→ Goal of the exercise:
All lines containing the string "this" must be copied from the entries.

** Information supplied follows **

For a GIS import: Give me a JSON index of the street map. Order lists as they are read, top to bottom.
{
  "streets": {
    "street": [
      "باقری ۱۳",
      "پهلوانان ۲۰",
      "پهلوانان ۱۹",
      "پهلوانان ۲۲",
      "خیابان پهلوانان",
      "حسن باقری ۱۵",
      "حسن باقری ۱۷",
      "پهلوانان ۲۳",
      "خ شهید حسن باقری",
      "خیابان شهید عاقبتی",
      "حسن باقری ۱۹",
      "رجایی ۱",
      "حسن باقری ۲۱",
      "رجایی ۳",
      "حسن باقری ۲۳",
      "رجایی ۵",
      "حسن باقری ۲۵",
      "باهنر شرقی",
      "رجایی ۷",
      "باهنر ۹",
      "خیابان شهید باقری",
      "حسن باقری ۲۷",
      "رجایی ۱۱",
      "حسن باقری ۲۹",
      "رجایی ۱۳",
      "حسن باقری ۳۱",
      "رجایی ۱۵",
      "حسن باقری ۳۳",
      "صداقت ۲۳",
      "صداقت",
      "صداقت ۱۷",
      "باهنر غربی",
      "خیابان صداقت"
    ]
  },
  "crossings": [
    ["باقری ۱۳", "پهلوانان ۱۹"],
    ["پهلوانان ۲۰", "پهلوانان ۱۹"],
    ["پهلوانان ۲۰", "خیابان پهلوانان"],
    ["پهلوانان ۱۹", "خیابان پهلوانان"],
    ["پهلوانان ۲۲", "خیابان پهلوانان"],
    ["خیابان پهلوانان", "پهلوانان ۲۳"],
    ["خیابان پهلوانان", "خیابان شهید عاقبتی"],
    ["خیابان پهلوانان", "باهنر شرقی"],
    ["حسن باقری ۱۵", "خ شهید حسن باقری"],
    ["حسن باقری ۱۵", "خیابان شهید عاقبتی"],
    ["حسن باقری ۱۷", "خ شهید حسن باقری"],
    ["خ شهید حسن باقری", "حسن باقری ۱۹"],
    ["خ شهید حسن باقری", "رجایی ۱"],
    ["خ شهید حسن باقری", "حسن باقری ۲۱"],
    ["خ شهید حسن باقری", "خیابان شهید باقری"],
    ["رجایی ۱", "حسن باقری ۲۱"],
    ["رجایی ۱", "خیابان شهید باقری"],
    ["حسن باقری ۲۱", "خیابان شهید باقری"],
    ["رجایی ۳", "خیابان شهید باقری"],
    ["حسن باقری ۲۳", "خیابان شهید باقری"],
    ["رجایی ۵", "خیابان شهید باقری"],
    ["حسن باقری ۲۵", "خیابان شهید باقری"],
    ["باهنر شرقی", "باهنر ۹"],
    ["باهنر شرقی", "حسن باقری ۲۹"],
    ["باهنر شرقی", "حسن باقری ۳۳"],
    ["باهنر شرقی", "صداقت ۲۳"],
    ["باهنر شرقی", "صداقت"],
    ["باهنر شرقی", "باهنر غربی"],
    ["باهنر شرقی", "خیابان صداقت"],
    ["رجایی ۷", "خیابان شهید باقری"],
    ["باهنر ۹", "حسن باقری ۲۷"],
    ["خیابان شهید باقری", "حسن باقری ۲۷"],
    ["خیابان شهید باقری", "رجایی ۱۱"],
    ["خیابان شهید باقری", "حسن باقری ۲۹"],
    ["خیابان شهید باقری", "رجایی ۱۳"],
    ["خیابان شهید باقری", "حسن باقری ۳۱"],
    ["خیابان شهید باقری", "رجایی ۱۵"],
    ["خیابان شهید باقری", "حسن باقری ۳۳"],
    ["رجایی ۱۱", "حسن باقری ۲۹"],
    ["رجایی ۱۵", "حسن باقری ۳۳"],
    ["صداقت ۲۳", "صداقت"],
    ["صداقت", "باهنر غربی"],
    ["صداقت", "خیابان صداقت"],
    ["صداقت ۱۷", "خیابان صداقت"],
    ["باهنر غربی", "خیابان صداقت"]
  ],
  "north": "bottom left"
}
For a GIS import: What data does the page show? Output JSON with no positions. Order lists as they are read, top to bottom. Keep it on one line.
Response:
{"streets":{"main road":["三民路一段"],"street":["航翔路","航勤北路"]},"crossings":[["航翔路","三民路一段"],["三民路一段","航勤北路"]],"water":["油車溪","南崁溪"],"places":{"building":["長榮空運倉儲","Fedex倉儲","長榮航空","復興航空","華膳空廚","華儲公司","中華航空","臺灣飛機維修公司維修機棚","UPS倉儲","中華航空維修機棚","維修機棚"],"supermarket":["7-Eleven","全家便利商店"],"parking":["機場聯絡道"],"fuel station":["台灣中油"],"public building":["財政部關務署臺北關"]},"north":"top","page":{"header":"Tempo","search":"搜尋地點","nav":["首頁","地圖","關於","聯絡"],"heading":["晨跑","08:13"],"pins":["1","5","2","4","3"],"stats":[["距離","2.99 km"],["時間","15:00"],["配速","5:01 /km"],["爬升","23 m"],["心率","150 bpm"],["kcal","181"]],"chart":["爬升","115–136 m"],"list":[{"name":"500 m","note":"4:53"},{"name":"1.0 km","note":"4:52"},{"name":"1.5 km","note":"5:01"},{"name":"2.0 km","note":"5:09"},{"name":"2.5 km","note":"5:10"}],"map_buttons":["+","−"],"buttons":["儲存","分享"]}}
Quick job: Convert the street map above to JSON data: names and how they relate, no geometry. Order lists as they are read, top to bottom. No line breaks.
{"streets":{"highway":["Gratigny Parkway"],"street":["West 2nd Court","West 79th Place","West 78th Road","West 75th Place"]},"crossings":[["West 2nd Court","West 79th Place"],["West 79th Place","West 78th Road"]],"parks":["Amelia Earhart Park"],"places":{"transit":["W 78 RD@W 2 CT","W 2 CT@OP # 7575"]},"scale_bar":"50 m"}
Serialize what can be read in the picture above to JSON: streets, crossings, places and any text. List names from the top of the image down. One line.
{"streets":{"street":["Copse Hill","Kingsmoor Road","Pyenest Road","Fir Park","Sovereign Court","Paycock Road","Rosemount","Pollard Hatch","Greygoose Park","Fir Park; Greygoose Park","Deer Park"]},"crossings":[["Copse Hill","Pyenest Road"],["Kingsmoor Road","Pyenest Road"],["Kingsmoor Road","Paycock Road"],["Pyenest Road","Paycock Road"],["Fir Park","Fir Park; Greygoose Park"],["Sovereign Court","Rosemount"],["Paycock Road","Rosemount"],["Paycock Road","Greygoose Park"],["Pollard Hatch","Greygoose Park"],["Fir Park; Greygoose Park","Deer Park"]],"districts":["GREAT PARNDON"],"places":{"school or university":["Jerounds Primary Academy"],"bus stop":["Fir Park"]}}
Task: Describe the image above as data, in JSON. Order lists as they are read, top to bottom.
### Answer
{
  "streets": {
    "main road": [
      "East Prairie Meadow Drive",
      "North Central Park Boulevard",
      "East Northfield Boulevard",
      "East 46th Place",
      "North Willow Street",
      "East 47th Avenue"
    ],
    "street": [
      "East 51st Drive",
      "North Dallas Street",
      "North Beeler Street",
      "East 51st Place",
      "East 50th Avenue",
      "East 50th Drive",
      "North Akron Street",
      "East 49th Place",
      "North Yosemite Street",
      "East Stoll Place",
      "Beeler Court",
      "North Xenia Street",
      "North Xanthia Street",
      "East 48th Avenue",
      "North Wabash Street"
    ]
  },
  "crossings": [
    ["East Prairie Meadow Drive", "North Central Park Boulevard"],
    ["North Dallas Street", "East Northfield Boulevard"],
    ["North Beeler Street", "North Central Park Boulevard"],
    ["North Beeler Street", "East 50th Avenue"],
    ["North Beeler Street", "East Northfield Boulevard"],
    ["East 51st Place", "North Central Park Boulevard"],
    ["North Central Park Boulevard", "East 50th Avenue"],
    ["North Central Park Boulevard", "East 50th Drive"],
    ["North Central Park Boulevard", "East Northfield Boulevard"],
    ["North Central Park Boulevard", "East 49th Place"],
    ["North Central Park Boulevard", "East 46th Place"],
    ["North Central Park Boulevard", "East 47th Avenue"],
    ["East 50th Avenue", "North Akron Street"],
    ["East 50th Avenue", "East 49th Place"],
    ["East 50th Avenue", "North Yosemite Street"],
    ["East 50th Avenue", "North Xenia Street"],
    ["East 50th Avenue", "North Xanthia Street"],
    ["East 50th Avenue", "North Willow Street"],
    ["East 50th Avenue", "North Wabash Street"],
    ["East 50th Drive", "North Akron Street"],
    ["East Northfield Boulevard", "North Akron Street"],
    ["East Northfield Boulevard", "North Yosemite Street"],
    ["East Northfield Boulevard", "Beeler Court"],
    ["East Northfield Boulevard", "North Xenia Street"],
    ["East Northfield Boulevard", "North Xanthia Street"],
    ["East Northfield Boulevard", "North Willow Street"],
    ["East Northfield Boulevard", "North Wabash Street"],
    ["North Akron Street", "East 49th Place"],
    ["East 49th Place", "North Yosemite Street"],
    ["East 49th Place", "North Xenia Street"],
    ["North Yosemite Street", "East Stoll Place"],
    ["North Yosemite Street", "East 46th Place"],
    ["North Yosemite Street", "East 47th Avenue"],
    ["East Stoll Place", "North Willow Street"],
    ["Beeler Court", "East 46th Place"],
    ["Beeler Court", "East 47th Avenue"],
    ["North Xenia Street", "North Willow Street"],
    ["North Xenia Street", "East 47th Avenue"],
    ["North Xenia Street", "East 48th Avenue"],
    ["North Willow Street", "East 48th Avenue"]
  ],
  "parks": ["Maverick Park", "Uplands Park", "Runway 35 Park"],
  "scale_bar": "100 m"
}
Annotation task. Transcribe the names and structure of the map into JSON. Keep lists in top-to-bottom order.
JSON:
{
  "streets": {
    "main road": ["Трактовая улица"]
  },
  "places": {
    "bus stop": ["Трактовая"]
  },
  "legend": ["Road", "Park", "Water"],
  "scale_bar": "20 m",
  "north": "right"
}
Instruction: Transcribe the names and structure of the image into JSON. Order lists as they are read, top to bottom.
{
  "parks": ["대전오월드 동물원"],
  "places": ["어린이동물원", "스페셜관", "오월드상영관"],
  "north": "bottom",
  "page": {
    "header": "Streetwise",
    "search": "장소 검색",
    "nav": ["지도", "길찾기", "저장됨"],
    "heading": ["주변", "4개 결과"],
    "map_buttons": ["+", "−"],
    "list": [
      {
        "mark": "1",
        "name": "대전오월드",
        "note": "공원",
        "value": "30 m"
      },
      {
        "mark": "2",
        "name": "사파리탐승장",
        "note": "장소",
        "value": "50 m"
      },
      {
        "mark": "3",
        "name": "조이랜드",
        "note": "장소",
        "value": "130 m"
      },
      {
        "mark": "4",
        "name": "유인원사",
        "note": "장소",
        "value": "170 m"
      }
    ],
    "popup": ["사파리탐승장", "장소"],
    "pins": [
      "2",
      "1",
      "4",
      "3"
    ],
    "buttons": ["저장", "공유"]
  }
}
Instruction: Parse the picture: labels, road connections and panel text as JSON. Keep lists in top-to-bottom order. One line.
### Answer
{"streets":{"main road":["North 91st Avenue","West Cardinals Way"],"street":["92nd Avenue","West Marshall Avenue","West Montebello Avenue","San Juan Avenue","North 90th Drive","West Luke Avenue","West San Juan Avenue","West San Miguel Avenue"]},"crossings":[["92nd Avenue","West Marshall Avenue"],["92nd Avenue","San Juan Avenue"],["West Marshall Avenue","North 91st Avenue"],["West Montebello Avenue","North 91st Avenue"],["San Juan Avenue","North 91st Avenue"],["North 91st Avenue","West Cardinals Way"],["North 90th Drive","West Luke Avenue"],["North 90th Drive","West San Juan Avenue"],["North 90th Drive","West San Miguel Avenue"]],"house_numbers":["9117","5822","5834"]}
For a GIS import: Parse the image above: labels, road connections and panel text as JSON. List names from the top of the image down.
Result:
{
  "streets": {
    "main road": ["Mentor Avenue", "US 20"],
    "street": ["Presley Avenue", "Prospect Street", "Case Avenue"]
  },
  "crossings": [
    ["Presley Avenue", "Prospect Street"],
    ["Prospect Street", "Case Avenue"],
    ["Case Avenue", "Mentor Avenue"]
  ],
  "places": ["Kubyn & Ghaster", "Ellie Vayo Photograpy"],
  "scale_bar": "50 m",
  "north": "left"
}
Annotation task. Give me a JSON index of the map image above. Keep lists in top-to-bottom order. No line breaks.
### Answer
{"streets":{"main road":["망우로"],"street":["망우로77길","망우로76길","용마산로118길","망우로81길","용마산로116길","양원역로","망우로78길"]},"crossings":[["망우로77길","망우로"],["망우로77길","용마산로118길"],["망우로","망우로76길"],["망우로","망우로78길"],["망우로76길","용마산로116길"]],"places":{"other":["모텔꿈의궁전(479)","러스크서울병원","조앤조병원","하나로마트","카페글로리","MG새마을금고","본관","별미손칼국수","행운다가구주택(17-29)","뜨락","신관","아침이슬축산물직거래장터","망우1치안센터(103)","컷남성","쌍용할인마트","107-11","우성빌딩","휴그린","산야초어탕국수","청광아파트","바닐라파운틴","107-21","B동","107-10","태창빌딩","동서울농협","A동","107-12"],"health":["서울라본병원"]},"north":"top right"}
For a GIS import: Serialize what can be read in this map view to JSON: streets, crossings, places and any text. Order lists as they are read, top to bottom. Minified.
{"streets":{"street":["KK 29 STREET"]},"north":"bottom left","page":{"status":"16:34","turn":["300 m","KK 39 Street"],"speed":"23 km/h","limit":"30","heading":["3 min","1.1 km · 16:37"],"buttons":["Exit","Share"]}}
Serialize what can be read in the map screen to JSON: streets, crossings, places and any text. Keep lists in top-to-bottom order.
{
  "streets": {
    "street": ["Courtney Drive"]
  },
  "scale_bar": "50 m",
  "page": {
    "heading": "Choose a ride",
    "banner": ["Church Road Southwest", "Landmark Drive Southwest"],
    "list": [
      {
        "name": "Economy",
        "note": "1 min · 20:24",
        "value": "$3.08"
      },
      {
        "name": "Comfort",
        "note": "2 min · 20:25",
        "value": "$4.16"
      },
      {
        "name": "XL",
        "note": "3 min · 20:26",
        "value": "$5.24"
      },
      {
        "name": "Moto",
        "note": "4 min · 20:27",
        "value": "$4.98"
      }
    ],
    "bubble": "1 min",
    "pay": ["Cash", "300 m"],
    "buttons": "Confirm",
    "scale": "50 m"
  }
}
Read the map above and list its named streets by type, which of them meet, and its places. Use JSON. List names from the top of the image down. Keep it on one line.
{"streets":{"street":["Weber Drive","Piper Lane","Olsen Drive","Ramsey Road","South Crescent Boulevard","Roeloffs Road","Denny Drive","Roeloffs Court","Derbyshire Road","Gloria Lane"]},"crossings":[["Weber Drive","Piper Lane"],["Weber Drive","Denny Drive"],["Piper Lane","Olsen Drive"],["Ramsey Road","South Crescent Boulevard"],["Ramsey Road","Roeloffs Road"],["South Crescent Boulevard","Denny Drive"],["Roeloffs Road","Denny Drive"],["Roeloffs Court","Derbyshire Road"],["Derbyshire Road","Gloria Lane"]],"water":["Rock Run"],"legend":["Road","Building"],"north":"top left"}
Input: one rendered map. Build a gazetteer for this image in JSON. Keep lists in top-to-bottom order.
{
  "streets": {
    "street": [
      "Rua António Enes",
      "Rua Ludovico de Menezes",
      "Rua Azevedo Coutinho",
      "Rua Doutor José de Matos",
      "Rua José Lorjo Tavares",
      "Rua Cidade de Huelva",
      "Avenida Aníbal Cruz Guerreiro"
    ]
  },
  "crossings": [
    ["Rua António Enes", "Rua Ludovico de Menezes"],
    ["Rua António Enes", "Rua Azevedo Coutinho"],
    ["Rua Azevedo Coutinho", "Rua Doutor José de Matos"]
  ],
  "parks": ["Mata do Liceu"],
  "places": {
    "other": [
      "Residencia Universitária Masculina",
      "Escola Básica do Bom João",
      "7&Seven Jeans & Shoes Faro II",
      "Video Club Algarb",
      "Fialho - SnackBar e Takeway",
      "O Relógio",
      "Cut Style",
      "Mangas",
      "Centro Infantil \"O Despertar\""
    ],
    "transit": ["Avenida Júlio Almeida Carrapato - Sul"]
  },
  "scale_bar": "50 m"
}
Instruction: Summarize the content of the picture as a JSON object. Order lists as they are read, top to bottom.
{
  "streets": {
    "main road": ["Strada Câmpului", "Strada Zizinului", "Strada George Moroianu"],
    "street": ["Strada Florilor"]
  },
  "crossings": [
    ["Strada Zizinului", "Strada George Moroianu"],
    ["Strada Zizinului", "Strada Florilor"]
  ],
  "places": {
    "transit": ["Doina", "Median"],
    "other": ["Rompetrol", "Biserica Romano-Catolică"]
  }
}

** End of Information supplied **

→ Response to the exercise:
For a GIS import: Serialize what can be read in this map view to JSON: streets, crossings, places and any text. Order lists as they are read, top to bottom. Minified.
Input: one rendered map. Build a gazetteer for this image in JSON. Keep lists in top-to-bottom order.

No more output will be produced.